Анита слушала ее внимательно. У Мэри был тихий, спокойный голос, большие выразительные глаза, хотя и потерявшие яркий цвет.
Аните все еще не верилось, что она вырвалась из гетто Эстер. Она слушала Мэри, и ей хотелось обнять ее за спокойный мягкий голос, за душевное тепло, которое исходило от нее. Аните казалось, будто она давно ее знает и любит.
— Сходи в мою спальню, принеси ночную рубашку, помоги переодеться, я пойду в ванную комнату, а ты включи себе телевизор и отдыхай. Я обычно смотрю телевизор до полдесятого, потом иду спать. Не пугайся, когда задержусь в ванной, я люблю там посидеть, иногда застреваю на полчаса, — сказала Мэри, смеясь.
Анита встала у окна в маленькой комнате с телевизором, на улице было темно, но она различала высокие голые деревья в саду. Теперь она снова сможет выходить на улицу в любое время хотя бы на пару минут, снова будет видеть землю и траву. От этой мысли ей стало светлее.
Вдруг раздались тяжелые шаги, кто — то шел по длинному коридору в сторону ванной комнаты.
«Странно, что это за шаги, Мэри ведь в ванной комнате», — подумала она и снова повернулась к окну.
Прошло не меньше тридцати минут, как и предупреждала Мэри. Дверь ванной отворилась, раздался голос:
— Открой стенной шкаф, достань теплый красный халат и помоги мне.
Анита достала халат, встала за спиной Мэри, накинула его ей на плечи, и они пошли в комнату с телевизором.
Держась одной рукой за стол, другой за диван, Мэри пролезла между ними, села и руками закинула ноги на стол.
— Иногда у меня опухают ноги, доктор велел, чтобы я держала их в таком положении. Положи мне одну из маленьких подушек под ноги, другую за спину и накрой вот этим желтым одеялом. Теперь садись в кресло, это будет твое место, оно раздвигается, отдыхай, устала, наверное, в первый день на новой работе человек всегда устает, какая бы она ни была.
Анита улыбнулась, села в кресло, повернула ручку и ее ноги вытянулись вперед.

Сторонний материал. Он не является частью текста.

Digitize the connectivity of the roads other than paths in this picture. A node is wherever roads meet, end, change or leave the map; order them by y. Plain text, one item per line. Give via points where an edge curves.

Они молча смотрели телевизор, иногда Мэри убирала звук, рассказывала о прошлом, о своем муже, о том, как они познакомились, каким хорошим, любящим он был. Он умер в этом самом кресле, где сидела Анита, пока она готовила обед на кухне.
Анита внимательно ее слушала, в ее душу постепенно возвращался покой, которого она была лишена последние десять месяцев.

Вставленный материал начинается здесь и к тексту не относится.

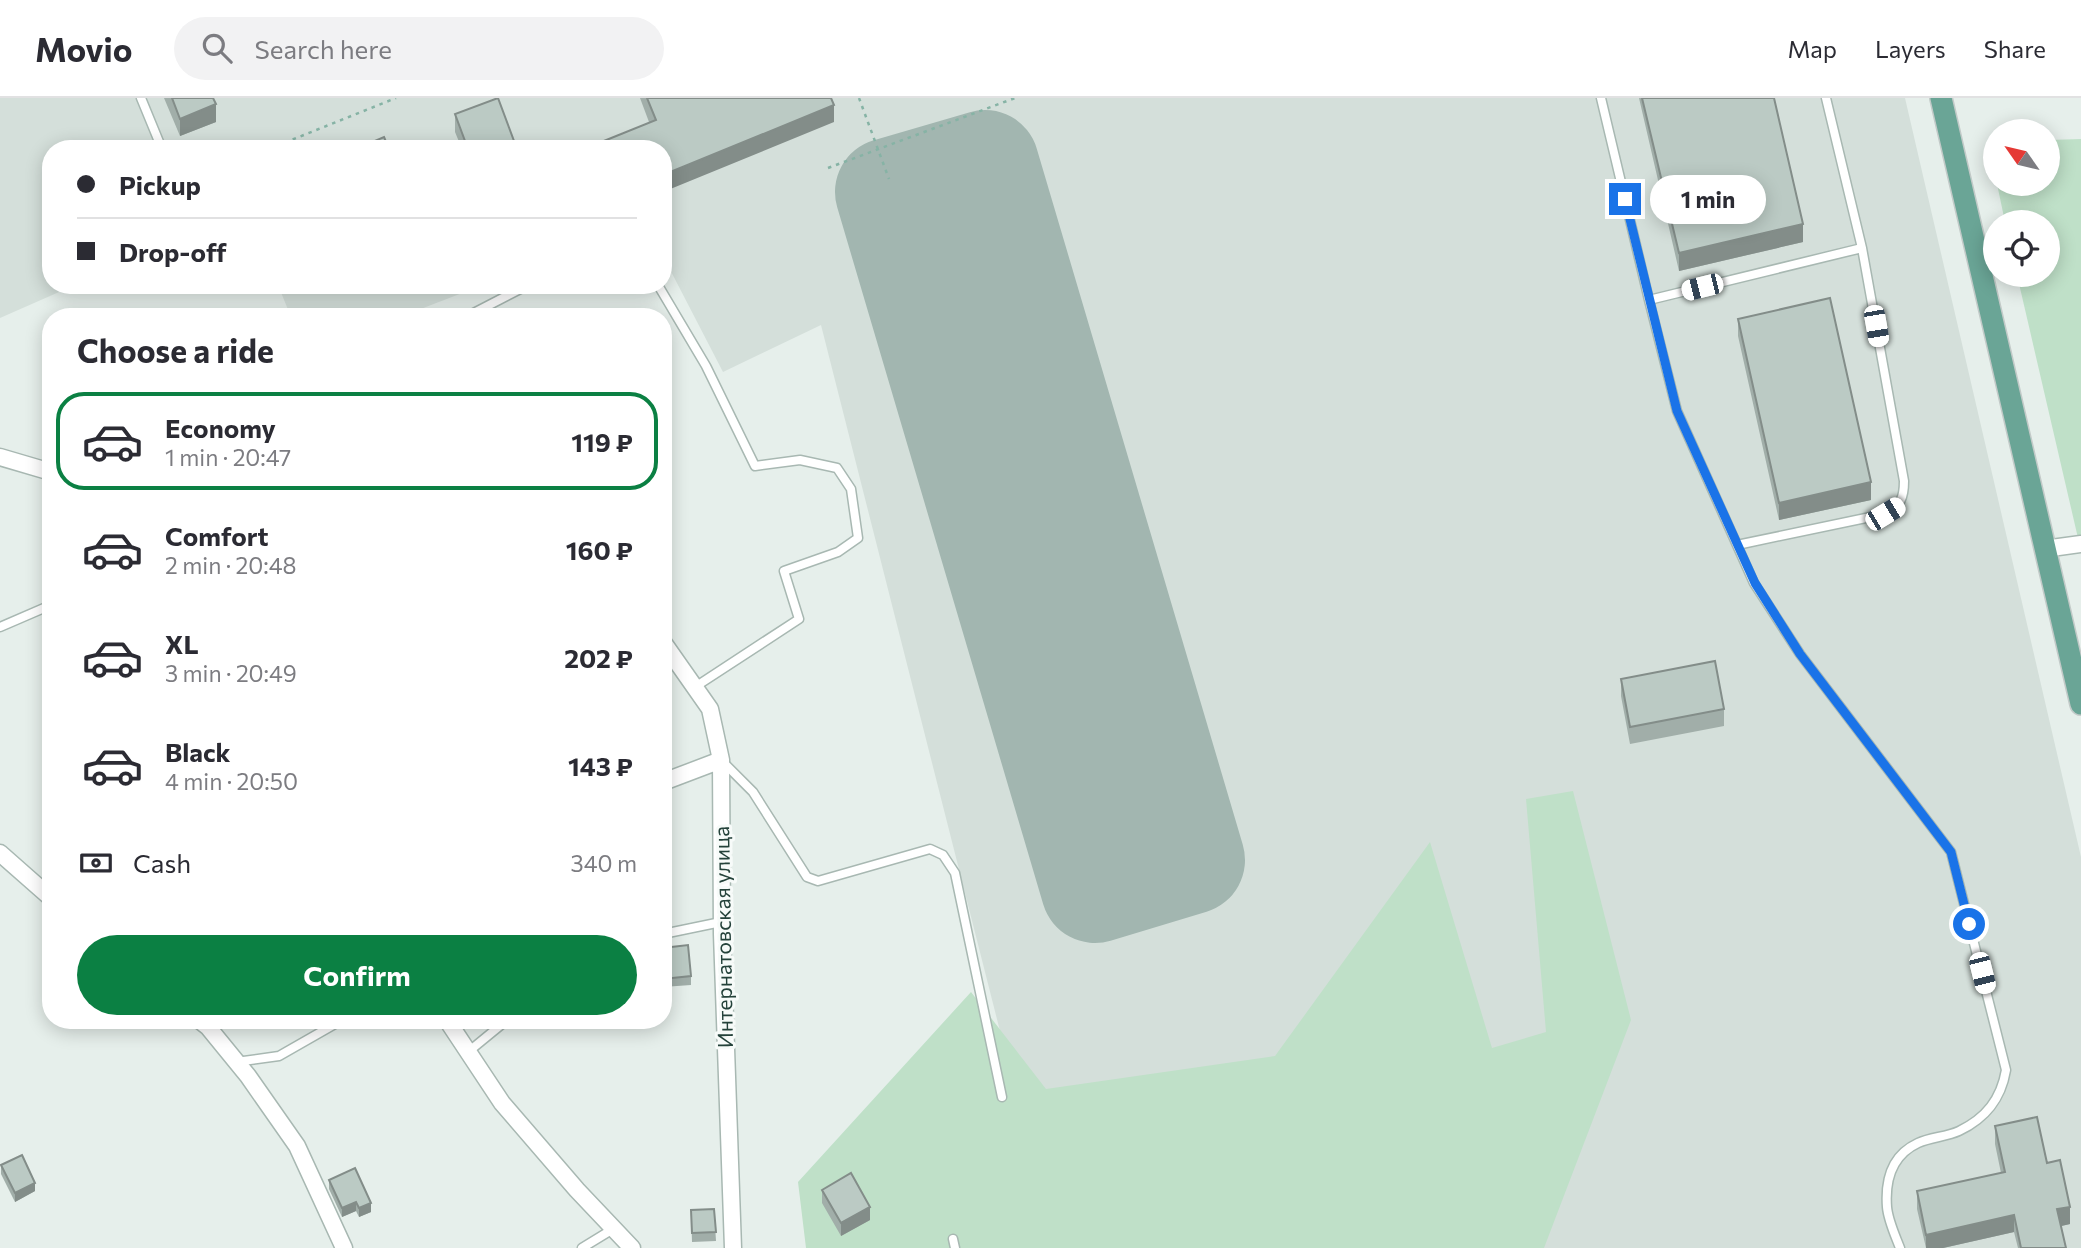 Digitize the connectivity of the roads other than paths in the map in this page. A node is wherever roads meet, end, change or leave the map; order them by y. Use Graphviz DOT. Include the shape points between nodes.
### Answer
graph roads {
  1 [pos="141,98"];
  2 [pos="1601,98"];
  3 [pos="1826,98"];
  4 [pos="1941,98"];
  5 [pos="158,140"];
  6 [pos="1862,248"];
  7 [pos="511,294"];
  8 [pos="1648,300"];
  9 [pos="483,308"];
  10 [pos="672,310"];
  11 [pos="0,457"];
  12 [pos="42,469"];
  13 [pos="2081,544"];
  14 [pos="1737,545"];
  15 [pos="2044,549"];
  16 [pos="42,609"];
  17 [pos="0,627"];
  18 [pos="672,655"];
  19 [pos="695,687"];
  20 [pos="2081,704"];
  21 [pos="721,760"];
  22 [pos="672,779"];
  23 [pos="0,853"];
  24 [pos="42,890"];
  25 [pos="721,922"];
  26 [pos="672,932"];
  27 [pos="210,1029"];
  28 [pos="326,1029"];
  29 [pos="453,1029"];
  30 [pos="496,1029"];
  31 [pos="468,1052"];
  32 [pos="236,1062"];
  33 [pos="1002,1097"];
  34 [pos="613,1229"];
  35 [pos="344,1248"];
  36 [pos="582,1248"];
  37 [pos="632,1248"];
  38 [pos="733,1248"];
  39 [pos="1900,1248"];
  1 -- 5 [label="lane"];
  2 -- 8 [label="lane"];
  3 -- 6 [label="lane"];
  4 -- 15 [label="main road"];
  6 -- 8 [label="lane"];
  6 -- 14 [label="lane" via="1905,481 1904,497 1885,514"];
  7 -- 9 [label="lane"];
  8 -- 14 [label="lane" via="1677,411"];
  10 -- 19 [label="lane" via="706,366 755,466 800,460 836,468 851,489 858,538 838,552 784,571 799,619"];
  11 -- 12 [label="street"];
  13 -- 15 [label="street"];
  14 -- 39 [label="lane" via="1800,654 1951,852 2006,1070 2003,1089 1989,1111 1959,1131 1917,1143 1896,1158 1886,1208"];
  15 -- 20 [label="main road"];
  16 -- 17 [label="lane"];
  18 -- 19 [label="street, Интернатовская улица"];
  19 -- 21 [label="street, Интернатовская улица" via="710,709"];
  21 -- 22 [label="street"];
  21 -- 25 [label="street, Интернатовская улица"];
  21 -- 33 [label="lane" via="753,792 807,877 818,881 930,849 943,855 955,873"];
  23 -- 24 [label="street"];
  25 -- 26 [label="lane"];
  25 -- 38 [label="street, Интернатовская улица"];
  27 -- 32 [label="street"];
  28 -- 32 [label="lane" via="279,1056"];
  29 -- 31 [label="street"];
  30 -- 31 [label="lane"];
  31 -- 34 [label="street" via="502,1103"];
  32 -- 35 [label="street" via="297,1146"];
  34 -- 36 [label="lane"];
  34 -- 37 [label="street"];
}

Она смотрела на небольшое окно возле телевизора, хотя было темно, и Анита ничего не видела. Все же ей было приятно, что она так близко к природе.
В половине десятого Мэри выключила телевизор и предложила идти спать. Анита обрадовалась, это было на целый час раньше, чем на прежней работе.
Она сняла с нее халат, положила на большое кресло в углу спальни над большой кучей одежды. Мэри поставила ходунок в изголовье и медленно опустилась на кровать. Анита сняла с нее обувь.
— Положи мне ноги на кровать, я сама не могу этого сделать, — попросила она.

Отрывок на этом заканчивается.